*What you should do*
Look over the entries below. Report how many lines hold the word "lane", and only that.

======== Data provided

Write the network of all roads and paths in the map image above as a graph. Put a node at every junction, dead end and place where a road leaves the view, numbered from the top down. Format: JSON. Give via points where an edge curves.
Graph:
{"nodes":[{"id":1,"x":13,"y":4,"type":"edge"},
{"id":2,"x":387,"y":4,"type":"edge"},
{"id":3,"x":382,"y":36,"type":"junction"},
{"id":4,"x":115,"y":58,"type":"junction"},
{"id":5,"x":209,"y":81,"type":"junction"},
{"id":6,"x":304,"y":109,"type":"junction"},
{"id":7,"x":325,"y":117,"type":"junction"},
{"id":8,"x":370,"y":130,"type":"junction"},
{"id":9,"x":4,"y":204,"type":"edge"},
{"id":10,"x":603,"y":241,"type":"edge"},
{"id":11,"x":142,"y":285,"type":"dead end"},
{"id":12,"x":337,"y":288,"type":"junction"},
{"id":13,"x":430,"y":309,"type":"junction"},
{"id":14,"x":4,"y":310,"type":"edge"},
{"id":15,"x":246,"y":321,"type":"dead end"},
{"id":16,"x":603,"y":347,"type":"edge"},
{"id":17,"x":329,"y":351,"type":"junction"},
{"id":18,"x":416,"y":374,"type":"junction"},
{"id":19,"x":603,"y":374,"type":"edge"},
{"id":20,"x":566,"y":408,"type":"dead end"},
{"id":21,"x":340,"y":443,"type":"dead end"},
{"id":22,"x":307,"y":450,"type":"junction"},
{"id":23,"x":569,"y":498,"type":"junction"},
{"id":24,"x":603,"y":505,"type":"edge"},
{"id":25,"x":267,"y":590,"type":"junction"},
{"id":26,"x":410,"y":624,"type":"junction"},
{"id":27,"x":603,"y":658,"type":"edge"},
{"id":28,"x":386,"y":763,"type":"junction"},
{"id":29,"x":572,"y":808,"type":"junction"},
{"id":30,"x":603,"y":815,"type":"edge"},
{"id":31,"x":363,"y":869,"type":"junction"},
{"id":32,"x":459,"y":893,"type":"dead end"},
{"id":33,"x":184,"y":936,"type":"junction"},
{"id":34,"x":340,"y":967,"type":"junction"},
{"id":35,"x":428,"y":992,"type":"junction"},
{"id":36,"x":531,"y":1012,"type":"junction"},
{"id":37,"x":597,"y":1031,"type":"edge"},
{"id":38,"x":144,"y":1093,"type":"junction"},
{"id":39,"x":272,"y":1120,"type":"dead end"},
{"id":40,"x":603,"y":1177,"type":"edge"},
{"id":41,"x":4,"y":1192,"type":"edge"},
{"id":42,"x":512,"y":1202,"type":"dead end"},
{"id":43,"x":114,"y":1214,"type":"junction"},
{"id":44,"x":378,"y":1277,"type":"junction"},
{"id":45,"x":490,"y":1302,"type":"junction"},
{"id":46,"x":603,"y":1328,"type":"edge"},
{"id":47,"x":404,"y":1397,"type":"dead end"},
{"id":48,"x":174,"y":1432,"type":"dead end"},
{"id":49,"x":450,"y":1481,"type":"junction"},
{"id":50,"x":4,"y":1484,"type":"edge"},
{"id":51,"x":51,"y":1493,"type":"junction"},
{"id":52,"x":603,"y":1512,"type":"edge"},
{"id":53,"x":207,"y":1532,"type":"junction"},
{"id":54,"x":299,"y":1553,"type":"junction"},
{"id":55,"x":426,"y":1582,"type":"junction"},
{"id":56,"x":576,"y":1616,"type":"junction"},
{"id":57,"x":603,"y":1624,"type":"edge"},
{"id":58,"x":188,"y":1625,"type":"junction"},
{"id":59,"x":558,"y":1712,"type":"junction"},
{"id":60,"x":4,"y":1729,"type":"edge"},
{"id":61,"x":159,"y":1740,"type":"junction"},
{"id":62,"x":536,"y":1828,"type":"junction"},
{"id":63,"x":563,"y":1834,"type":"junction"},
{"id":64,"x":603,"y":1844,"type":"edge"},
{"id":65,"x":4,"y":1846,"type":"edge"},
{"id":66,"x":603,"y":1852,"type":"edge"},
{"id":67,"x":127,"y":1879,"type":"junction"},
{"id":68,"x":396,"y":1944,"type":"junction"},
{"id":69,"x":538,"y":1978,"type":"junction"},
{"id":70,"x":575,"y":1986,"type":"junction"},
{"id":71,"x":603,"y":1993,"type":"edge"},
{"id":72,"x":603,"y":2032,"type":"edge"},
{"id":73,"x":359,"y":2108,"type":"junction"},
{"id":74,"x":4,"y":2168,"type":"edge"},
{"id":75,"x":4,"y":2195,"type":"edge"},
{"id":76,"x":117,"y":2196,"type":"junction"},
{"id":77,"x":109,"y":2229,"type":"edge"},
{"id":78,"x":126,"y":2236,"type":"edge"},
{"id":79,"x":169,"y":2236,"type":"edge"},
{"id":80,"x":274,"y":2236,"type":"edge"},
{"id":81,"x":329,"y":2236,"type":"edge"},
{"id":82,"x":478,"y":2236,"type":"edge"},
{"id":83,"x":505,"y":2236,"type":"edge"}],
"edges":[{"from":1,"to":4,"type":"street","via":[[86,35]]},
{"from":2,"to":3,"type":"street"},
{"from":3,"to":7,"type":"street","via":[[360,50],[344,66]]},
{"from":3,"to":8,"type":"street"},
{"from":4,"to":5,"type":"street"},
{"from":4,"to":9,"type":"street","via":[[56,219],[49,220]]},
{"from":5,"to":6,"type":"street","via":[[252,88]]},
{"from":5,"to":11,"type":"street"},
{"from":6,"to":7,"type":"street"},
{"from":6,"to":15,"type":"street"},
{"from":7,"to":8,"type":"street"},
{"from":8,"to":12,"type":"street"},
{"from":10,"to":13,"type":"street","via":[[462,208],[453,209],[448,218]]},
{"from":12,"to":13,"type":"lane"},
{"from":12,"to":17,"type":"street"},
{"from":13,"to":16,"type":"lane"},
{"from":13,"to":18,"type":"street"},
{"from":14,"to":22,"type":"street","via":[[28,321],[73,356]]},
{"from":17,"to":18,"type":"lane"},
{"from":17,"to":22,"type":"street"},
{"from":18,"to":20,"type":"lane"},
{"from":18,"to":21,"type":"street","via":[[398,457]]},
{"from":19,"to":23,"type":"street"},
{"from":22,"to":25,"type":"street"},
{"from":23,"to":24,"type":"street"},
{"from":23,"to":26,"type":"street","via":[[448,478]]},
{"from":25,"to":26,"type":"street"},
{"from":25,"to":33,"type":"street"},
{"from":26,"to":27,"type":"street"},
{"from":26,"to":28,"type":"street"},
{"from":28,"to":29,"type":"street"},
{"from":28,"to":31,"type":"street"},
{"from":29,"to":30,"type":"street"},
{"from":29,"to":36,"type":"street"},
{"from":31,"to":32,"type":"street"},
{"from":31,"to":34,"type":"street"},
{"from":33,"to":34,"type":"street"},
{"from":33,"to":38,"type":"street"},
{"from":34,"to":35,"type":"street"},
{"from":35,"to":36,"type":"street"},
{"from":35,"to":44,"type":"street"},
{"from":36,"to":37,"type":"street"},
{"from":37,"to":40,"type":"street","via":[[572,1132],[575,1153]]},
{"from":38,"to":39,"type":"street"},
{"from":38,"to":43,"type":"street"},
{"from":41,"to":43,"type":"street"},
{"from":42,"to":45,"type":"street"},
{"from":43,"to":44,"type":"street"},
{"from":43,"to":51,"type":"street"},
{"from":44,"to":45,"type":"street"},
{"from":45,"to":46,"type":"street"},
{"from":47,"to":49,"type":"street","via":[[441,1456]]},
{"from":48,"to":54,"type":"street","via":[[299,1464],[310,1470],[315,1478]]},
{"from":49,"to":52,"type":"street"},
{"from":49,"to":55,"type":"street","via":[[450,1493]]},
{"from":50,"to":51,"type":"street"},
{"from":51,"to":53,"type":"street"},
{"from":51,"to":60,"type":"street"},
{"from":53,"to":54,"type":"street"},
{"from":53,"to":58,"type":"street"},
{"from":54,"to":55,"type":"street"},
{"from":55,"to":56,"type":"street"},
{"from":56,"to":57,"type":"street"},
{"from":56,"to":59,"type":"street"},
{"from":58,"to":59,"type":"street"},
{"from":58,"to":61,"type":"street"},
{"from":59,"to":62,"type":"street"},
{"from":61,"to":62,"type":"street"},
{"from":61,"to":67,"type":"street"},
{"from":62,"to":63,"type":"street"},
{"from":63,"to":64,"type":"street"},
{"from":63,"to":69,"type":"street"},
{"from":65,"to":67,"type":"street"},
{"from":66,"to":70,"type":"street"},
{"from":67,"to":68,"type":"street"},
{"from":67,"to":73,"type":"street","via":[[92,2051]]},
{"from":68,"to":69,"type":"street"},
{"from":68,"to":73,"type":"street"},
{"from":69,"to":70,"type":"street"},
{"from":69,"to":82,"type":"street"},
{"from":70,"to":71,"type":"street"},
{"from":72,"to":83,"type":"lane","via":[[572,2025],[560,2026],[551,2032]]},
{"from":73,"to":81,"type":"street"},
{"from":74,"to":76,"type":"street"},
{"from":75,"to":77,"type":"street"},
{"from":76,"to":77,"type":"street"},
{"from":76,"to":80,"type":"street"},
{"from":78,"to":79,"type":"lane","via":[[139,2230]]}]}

================

*Exercise solution*
6